Washington overrode General Mattis’s objections and the Marines went in. Simultaneously, Bremer decided that coalition forces should move against the dangerous Shiite demagogue Muqtada al-Sadr. American troops were thus engaged on two fronts—against Sunnis west of Baghdad, and against Shiites in Baghdad and to the south. Calls for jihad swept across Anbar province, and insurgents besieged Baghdad, reducing it to a few days of fuel and fresh food.

To finish the fight in Fallujah, Mattis called Battalion 3/4 down from Haditha. “Some of the jundis in my Combined Action Platoon were up for the fight,” Danner recalled, referring to the Iraqis who had joined forces with his platoon. “I told them they had to guard Haditha and that we’d be back for them. They wanted to come with us. We had lived together, fought together.” While the Iraqis in Danner’s CAP volunteered for Fallujah, other Iraqi soldiers around the country mutinied to avoid going there.

Televised images of the house-to-house fighting in Fallujah stirred anger across Iraq. After three weeks of fighting and confused negotiations, just as Mattis was squeezing the insurgents into a corner, Bremer, concerned about a degenerating political situation, persuaded the White House to pull the Marines out of Fallujah. When the order came through, Danner and his men were bewildered. “Fallujah and the Sunnis out west are a sideshow,” a senior Pentagon official told me at the time. “We have to get the Shiites to agree to an interim government in return for early elections.”
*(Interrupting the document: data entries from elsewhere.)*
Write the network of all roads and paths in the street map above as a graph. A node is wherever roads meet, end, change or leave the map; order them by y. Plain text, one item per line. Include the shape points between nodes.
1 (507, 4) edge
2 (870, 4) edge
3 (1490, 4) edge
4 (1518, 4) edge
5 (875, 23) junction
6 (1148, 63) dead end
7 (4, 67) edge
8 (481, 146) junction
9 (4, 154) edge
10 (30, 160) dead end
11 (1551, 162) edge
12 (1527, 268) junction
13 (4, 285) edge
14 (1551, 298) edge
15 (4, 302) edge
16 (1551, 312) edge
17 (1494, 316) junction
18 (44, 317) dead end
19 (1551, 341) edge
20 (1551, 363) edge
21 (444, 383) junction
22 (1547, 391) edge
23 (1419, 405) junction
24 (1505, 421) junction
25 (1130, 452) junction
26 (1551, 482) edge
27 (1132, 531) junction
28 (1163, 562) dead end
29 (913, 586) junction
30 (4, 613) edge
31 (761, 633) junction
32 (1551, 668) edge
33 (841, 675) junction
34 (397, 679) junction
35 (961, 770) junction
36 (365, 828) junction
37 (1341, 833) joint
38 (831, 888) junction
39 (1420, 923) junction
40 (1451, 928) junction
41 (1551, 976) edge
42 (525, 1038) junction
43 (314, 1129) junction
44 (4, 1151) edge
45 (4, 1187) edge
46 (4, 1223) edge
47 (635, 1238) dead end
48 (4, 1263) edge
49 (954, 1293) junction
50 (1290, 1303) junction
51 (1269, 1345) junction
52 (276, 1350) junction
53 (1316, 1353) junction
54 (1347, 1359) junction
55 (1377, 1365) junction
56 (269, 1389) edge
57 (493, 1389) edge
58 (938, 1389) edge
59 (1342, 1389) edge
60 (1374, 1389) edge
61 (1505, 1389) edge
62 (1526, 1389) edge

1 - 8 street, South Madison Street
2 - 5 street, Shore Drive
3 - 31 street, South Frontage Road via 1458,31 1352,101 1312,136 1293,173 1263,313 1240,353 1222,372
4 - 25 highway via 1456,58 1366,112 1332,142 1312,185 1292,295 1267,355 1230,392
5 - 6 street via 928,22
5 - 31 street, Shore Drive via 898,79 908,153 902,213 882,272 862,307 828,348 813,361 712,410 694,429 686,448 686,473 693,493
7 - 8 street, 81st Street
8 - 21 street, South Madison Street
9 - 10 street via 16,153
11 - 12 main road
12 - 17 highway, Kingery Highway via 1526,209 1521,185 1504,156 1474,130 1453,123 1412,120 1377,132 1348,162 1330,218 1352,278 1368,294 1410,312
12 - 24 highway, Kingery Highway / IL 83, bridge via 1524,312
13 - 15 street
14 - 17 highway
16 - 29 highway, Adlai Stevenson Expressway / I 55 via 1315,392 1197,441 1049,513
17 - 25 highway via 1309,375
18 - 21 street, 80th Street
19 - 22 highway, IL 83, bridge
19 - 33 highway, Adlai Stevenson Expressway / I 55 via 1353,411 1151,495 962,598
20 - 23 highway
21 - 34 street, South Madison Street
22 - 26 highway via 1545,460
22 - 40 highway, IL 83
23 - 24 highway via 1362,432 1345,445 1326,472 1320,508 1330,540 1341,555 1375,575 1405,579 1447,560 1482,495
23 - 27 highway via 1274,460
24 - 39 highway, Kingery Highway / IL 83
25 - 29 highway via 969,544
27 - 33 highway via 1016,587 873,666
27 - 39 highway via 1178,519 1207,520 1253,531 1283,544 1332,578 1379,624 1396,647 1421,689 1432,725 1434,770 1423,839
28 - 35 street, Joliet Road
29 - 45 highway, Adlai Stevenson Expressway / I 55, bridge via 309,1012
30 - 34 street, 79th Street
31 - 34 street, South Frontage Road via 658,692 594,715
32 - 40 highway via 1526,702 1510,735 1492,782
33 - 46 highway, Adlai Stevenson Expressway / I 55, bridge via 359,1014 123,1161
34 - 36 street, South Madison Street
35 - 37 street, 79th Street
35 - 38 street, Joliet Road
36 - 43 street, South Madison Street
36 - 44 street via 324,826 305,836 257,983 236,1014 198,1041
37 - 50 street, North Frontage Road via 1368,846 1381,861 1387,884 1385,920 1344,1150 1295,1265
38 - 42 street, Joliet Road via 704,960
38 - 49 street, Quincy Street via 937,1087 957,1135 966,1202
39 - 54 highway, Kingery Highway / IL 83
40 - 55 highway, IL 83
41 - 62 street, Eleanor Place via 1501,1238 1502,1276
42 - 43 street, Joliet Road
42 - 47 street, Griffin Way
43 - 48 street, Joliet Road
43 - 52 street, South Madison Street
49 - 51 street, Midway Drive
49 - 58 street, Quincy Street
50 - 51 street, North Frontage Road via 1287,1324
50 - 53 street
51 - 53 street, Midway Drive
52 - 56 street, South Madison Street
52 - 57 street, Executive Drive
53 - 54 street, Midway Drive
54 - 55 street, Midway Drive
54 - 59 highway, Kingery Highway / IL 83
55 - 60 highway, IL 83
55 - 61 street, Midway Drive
Within a month, Abu Musab al-Zarqawi and other jihadists had taken control of Fallujah. To the south, al-Sadr was cornered, but American officials in Baghdad decided not to arrest him. He slunk away, to emerge later as the leader of the most dangerous Shiite militia in Iraq.

Danner and his men returned to Haditha in early May and resumed living downtown with the police. “Most of the police we lived with were local Sunnis,” Danner said. “A few were tough enough to stand on their own, but 80 percent needed to know we Americans were there with them and would back them up.”

In late summer, Danner’s battalion rotated home, and Battalion 1/8 moved into the Haditha area. Fresh from the States and eager, the new marines continued the joint policing and patrolled vigorously. Word of how Americans had fought in Fallujah had spread, and the insurgents avoided the new marines, targeting instead the Iraqi soldiers.

“Haditha was sinister,” Corporal Timothy Connors, a squad leader in Battalion 1/8, said. “On some blocks, people would wave. But mostly they ignored us, like we weren’t even there. You could sense something was going on, but no one dared shoot at us.” The hearts and minds of the Sunni residents had not been won over, but the insurgents did not challenge the superior force.

In October 2004, one month before the U.S. election, Battalion 1/8 was called away from Haditha to prepare for a second battle of Fallujah. The White House had made a terrible mistake in not letting the Marines finish in April. At the time, Mattis had cited a quote from Napoleon to his field marshal: “If you’re going to take Vienna, then by God, sir, take it!” Delay played to the advantage of the defenders, and Fallujah was now held by 2,000 die-hard jihadists. To take the city, American forces were stripped from other cities across the province. After most residents had left, ten battalions fought block to block in a ferocious urban slugfest. The deeper the marines penetrated into the city, the fewer civilians they encountered and the tougher the fighting became, with jihadists hiding among the 30,000 buildings, waiting to kill the first American to open the door. The 3rd Platoon’s bloody room-to-room fight in the House From Hell was typical of the savagery of Fallujah II.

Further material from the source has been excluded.